As Stripe continues its international expansion, it will be intriguing to observe how it begins to capture synergies with its global reach. Accepting payments worldwide across a common platform could be the foray into a uniform digital infrastructure. While this scenario may seem like a stretch of the imagination, its creation would transform digital commerce by an order of magnitude — and there aren’t many companies with the technical tools and intellectual capital to be able to execute it.

(3) Financing Through Diverse Asset Classes

As more and more businesses utilize Stripe’s products, Stripe is able to get a unique view into the anatomy of the internet economy. Many of its products rely on the data it gathers from businesses to prevent fraud or optimize reporting. This is clearly just the beginning. Stripe’s glimpse into a compounding network of startups can enable it to offer innovative growth financing products.

With data gathered from its suite of products, it wouldn’t be impossible for Stripe to help businesses scale by providing creative funding mechanisms. For example, Stripe could provide lending-as-a-service or securitize accounts receivable to provide liquid capital for founders. Ultimately, Stripe could offer a storefront of financial products to accelerate growth for entrepreneurs in the internet economy.
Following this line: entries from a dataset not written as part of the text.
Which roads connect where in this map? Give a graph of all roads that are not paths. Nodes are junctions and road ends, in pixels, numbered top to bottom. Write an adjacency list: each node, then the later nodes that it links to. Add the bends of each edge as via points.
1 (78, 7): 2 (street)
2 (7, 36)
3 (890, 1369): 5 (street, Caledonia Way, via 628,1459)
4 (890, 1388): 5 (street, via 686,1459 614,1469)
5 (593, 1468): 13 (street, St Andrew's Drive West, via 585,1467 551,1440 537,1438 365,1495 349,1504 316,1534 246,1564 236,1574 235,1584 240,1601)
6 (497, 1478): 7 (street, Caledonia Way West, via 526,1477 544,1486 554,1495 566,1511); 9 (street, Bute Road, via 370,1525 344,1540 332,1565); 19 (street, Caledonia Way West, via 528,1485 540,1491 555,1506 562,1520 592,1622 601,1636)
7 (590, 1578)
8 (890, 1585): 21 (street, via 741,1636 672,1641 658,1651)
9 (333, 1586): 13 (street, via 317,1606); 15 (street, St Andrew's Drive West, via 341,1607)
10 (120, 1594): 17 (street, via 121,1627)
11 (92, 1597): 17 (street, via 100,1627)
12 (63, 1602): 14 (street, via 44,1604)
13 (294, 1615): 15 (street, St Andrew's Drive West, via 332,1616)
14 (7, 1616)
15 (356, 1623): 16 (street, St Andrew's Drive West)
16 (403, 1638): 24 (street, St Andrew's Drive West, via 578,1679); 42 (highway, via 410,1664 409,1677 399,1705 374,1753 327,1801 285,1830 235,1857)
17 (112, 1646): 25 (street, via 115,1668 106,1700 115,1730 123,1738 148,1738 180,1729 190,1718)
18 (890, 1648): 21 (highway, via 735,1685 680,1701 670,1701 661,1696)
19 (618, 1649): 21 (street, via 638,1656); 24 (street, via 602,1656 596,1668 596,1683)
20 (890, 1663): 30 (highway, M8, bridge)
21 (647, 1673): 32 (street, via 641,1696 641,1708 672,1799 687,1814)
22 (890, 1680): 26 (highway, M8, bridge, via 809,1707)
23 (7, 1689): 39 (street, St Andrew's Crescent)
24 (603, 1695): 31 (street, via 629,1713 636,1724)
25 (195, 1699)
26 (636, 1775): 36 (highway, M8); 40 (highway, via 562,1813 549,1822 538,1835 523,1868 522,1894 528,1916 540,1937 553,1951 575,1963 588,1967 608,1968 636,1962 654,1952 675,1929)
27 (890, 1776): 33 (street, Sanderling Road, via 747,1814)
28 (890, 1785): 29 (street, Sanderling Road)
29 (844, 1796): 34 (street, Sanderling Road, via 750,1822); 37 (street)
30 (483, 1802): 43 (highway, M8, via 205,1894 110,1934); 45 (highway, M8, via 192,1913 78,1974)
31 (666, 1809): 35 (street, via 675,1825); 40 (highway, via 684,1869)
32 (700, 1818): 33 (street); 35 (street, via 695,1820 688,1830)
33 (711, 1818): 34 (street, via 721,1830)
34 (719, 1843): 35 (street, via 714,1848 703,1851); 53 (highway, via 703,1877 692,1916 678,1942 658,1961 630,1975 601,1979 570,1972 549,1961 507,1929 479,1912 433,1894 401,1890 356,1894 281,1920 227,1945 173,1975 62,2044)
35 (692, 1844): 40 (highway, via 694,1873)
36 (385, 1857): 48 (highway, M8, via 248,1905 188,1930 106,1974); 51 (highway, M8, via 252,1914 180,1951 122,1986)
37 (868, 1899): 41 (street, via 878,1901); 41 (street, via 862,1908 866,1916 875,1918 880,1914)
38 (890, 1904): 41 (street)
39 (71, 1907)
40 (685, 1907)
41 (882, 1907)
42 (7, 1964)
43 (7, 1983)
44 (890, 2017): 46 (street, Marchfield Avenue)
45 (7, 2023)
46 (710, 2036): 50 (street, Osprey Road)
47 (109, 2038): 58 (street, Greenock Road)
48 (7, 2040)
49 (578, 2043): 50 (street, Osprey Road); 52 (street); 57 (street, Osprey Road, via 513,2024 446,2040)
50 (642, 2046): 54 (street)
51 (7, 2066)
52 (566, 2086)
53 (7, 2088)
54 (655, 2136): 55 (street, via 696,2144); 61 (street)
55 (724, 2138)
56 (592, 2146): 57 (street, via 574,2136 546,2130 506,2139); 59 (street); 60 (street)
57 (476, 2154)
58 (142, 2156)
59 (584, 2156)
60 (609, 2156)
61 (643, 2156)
Granted, this all remains speculation. What’s true is Stripe’s ability to continuously excel at product execution, while generating a paradigm shift into what “a payments business” can be. While fanatics try to predict Stripe’s next move, the Collison brothers and Stripe’s revamped executive team will likely be focused on improving its core offerings — one atomic unit after the next. All the while, its enigma will continue to grow.